Suddenly, the climb plateaus and I return to the saddle, click up a gear, and crest the summit with an enormous sense of satisfaction.

The view is an additional reward: a seemingly endless vista of unspoilt countryside overhung by an enormous sky of pure blue.

What goes up most come down, and the following descent is thrilling, a dead straight opening section heading into a sudden, sharp, right hand hair pin.

I shift to the back of the saddle, position the left pedal at six o’clock, press my left leg against the frame, left knee locked out, right knee pointing at the apex, rims aglow.
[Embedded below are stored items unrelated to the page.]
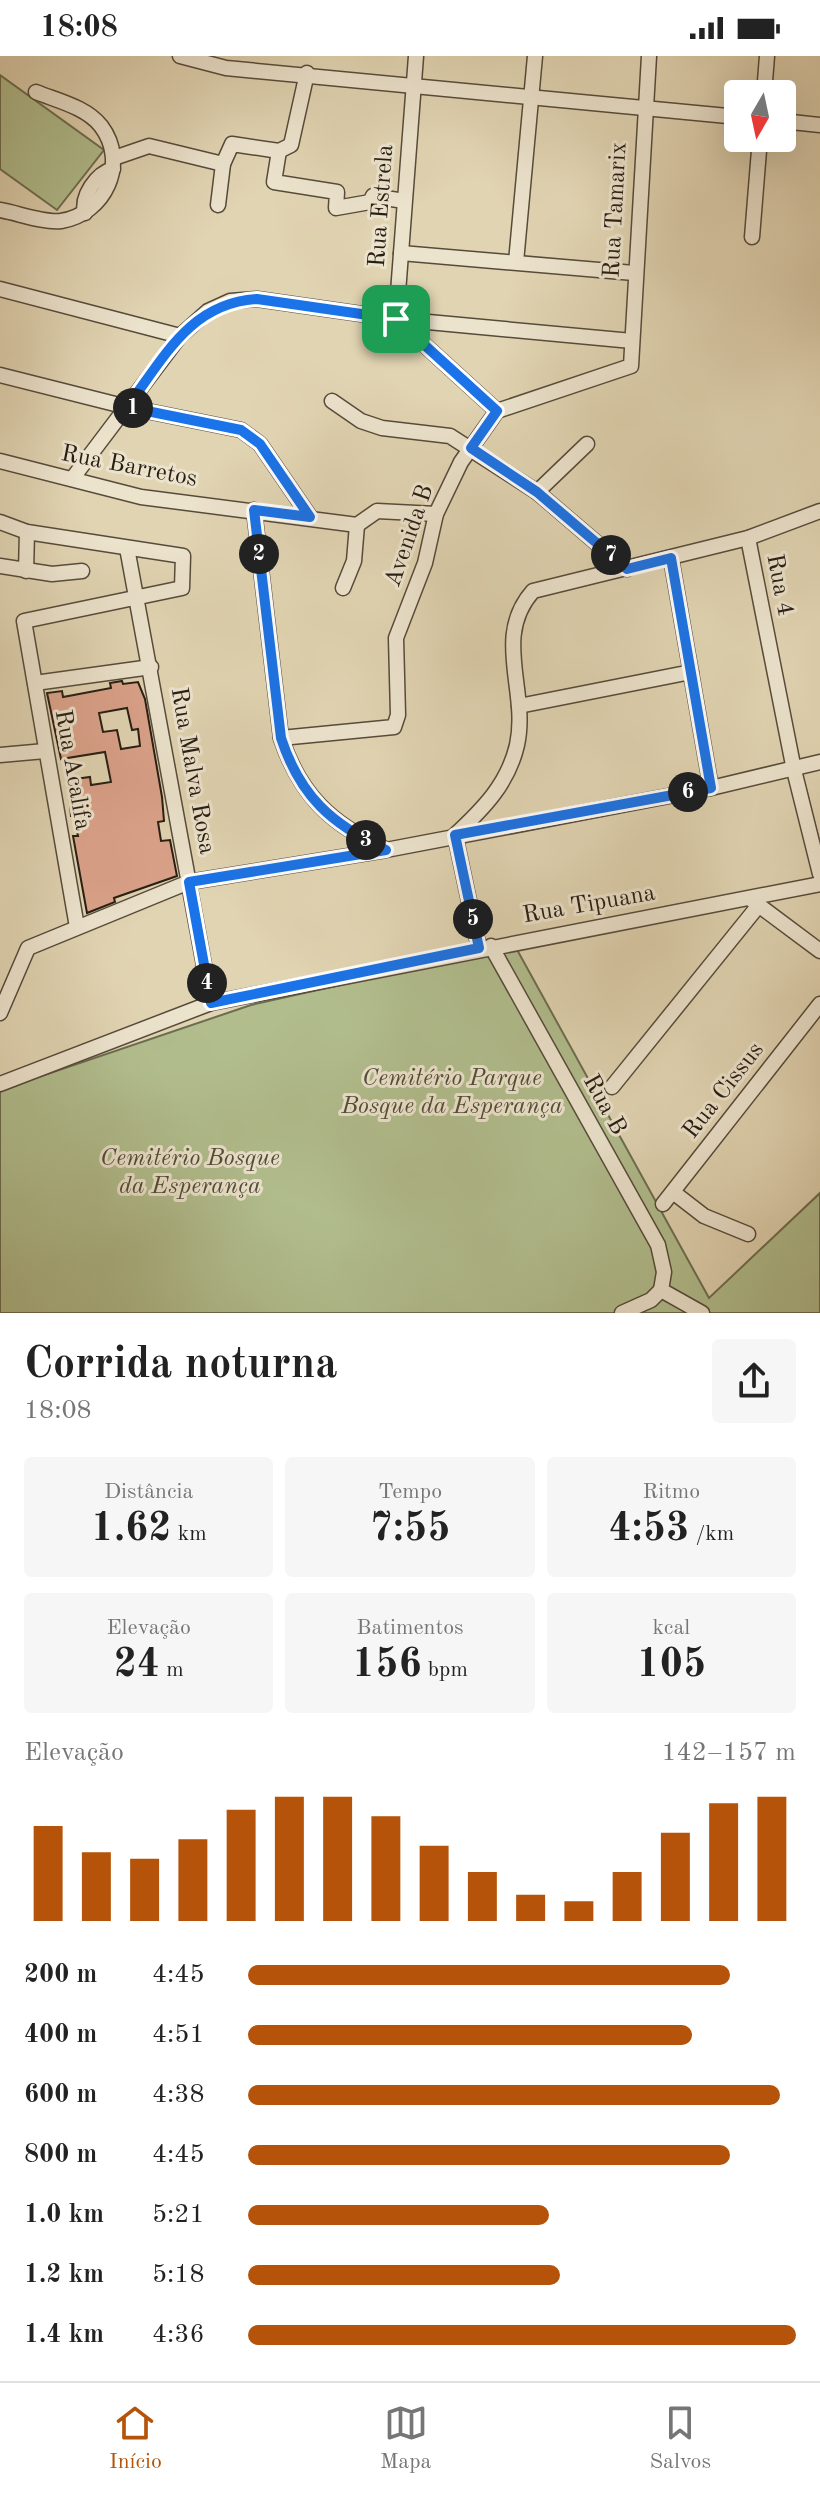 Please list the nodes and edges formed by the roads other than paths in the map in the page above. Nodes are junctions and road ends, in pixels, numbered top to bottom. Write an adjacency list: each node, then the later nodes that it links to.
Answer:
1 (180, 56): 6 (street)
2 (416, 56): 9 (street, Rua Estrela)
3 (535, 56): 11 (street)
4 (649, 56): 12 (street, Rua Tamarix)
5 (767, 56): 8 (street)
6 (227, 62): 7 (street)
7 (307, 73): 9 (street); 16 (street)
8 (765, 80)
9 (413, 86): 11 (street); 20 (street, Rua Estrela)
10 (36, 92): 18 (street)
11 (531, 98): 12 (street); 25 (street)
12 (643, 109): 13 (street); 26 (street, Rua Tamarix)
13 (724, 116)
14 (796, 122): 15 (street)
15 (820, 125)
16 (279, 151): 19 (street); 20 (street)
17 (759, 152): 23 (street)
18 (113, 164): 19 (street); 22 (street)
19 (223, 164): 21 (street)
20 (404, 201): 24 (street, Rua Estrela)
21 (218, 205)
22 (0, 210)
23 (752, 237)
24 (401, 253): 25 (street); 28 (street, Rua Estrela)
25 (516, 262): 26 (street)
26 (634, 273): 30 (street, Rua Tamarix)
27 (0, 289): 29 (street)
28 (396, 319): 29 (street); 30 (street); 34 (street)
29 (180, 336): 33 (street)
30 (632, 341): 34 (street, Rua Tamarix)
31 (0, 375): 33 (street)
32 (332, 401): 36 (street)
33 (127, 407): 38 (street); 43 (street)
34 (497, 411): 36 (street, Avenida B)
35 (587, 444): 39 (street)
36 (471, 448): 39 (street); 42 (street, Avenida B)
37 (0, 461): 38 (street, Rua Barretos)
38 (72, 479): 40 (street, Rua Barretos)
39 (537, 492): 51 (street)
40 (254, 510): 43 (street, Rua Barretos); 60 (street)
41 (820, 511): 47 (street)
42 (436, 514): 45 (street); 60 (street, Avenida B)
43 (310, 517): 45 (street, Rua Barretos)
44 (0, 522): 46 (street)
45 (357, 525): 54 (street)
46 (27, 532): 48 (street); 52 (street)
47 (748, 538): 49 (street); 64 (street, Rua 4)
48 (127, 548): 55 (street, Rua Malva Rosa); 55 (street)
49 (671, 558): 51 (street); 57 (street)
50 (0, 566): 52 (street)
51 (627, 569): 59 (street)
52 (26, 571): 53 (street)
53 (82, 571)
54 (343, 588)
55 (139, 599): 56 (street, Rua Malva Rosa); 58 (street, Rua Acalifa)
56 (151, 667): 58 (street); 69 (street, Rua Malva Rosa)
57 (691, 672): 59 (street); 65 (street)
58 (35, 683): 61 (street, Rua Acalifa)
59 (519, 706): 66 (street)
60 (281, 738): 67 (street)
61 (45, 751): 62 (street); 72 (street, Rua Acalifa)
62 (0, 755)
63 (820, 762): 64 (street)
64 (794, 770): 65 (street); 68 (street, Rua 4)
65 (711, 788): 66 (street)
66 (455, 835): 67 (street); 73 (street, Rua B)
67 (386, 850): 69 (street)
68 (820, 874)
69 (189, 882): 72 (street); 75 (street, Rua Malva Rosa)
70 (820, 884): 71 (street, Rua Tipuana)
71 (754, 902): 73 (street, Rua Tipuana); 74 (street); 79 (street)
72 (77, 927): 77 (street)
73 (485, 947): 75 (street, Rua Tipuana); 83 (street, Rua B)
74 (820, 951)
75 (211, 1003): 78 (street, Rua Tipuana)
76 (820, 1004): 80 (street, Rua Cissus)
77 (0, 1013)
78 (0, 1084)
79 (612, 1087)
80 (673, 1192): 81 (street, Rua Cissus); 82 (street)
81 (663, 1204)
82 (748, 1234)
83 (661, 1290): 84 (street); 85 (street)
84 (622, 1313)
85 (702, 1313)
An edge is placed on the sixteen degree temperature and brilliant sunshine by a chilly breeze manifested as a headwind for almost the entire ride and I’m glad of the Castelli Compato gillet, a garment whose red and white ‘wind stopper’ logo in the Hexagonal shape of a traffic stop sign proves accurate.

Elsewhere, I’m clad in Vermarc’s Flanders kit (shorts, short sleeve, full-zip jersey, Roubaix-lined arm and knee warmers), with an ageing but still effective Endura FS260 base layer, polyester and adequate to today’s task.

The bike? Condor’s Super Acciaio, a machine I should have returned by now, but which I’ve fallen in love with, and which suits my needs perfectly: all the comfort of steel with a responsive race-oriented geometry to keep things interesting.

Weather forecasts predict more rain, but it feels like a corner has been turned, and cycling in the sunshine is a simple pleasure that renders the headwind largely immaterial.